EFF protests, calls for life sentences in #Coligny murder case | News Article

Economic Freedom Fighters (EFF) members were picketing outside the North West High Court in Mahikeng on Wednesday ahead of the appearance of two men convicted of killing Coligny teenager Matlhomola Mosweu.


"We want a life sentence nothing else, we are going to sleep outside the North West High Court until the two white murderers have been sentenced to a life imprisonment,"  said Dintwe Mekgwe, the EFF's regional secretary in Ngaka Modiri Molema.

He said they slept outside the court on Tuesday night. Mekgwe said the group, brandishing placards with the words "No reconciliation without justice", would not leave until justice was done.

"We are not going anywhere, even if the case can be postponed to next year, we will build shacks here." 

On Monday the group caused choas in the court room when they confronted journalist Susan Celliers while she was taking pictures.

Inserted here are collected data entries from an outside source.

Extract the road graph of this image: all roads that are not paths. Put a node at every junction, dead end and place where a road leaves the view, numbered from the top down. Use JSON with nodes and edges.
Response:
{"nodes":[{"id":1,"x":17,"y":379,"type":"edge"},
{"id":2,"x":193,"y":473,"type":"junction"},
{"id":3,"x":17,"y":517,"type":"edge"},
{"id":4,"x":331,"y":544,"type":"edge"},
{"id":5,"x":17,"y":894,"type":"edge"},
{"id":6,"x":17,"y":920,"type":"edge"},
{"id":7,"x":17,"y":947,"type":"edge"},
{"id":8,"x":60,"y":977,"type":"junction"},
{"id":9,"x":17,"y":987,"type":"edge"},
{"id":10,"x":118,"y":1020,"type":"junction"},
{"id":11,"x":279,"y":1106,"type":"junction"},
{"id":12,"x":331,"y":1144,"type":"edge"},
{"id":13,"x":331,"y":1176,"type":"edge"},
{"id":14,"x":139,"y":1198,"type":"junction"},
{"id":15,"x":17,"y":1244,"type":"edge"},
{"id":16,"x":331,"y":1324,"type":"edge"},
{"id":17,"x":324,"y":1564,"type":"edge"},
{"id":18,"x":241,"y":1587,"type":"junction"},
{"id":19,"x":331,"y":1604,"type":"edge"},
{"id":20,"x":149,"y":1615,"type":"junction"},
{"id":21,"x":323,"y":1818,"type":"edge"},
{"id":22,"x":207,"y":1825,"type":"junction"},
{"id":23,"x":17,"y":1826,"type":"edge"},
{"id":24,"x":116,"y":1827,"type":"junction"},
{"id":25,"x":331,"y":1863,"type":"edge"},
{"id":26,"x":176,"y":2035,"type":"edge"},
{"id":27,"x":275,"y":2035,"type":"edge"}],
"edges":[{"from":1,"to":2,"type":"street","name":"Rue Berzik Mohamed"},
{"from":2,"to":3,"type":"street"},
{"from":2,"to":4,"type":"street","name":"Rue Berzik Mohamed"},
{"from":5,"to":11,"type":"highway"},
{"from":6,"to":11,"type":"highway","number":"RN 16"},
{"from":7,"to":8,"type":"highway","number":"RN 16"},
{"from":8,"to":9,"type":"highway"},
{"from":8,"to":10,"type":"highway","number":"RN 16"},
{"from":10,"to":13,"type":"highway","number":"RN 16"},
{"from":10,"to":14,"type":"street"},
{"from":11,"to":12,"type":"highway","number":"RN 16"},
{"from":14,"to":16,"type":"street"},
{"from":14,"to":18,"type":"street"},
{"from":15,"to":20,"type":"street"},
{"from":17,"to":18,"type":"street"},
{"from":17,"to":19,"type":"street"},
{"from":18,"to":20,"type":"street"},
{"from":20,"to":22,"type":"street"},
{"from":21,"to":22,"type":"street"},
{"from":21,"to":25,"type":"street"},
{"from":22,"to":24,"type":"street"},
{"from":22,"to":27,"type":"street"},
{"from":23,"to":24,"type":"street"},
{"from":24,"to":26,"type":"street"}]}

They did not want her to photograph them, stating that she was white and should rather photograph white people seated behind them.

Sentencing proceedings against convicted murderers Pieter Doorewaard, 27, and Phillip Schutte, 34, were set to continue in court on Wednesday.

The pair was found guilty of killing Matlhomola Mosweu, 16, of Scotland informal settlement in Coligny on April 20, 2017 by pushing him from a moving van after they caught him stealing sunflower heads at their employer Pieter Karsten's field at Rietvlei farm. 

They were also found guilty of kidnapping, intimidation, theft and pointing of a firearm.

Karsten is Doorewaard's uncle and had employed the two.

Court proceedings were halted on Tuesday, when Mosweu's mother Agnes Mosweu broke down during her testimony. She wept after prosecutor Rapula Molefe asked her how the death of her son had affected her.

"I was not feeling well. I am still not feeling well now," the soft spoken Mosweu replied. She covered her face with her hands and sobbed.

Court adjourned to give her time to regain her composure. She was expected to continue with her testimony on Wednesday.

In her brief testimony, Mosweu told the court it was not worth it for her son to be killed for a sunflower worth R80.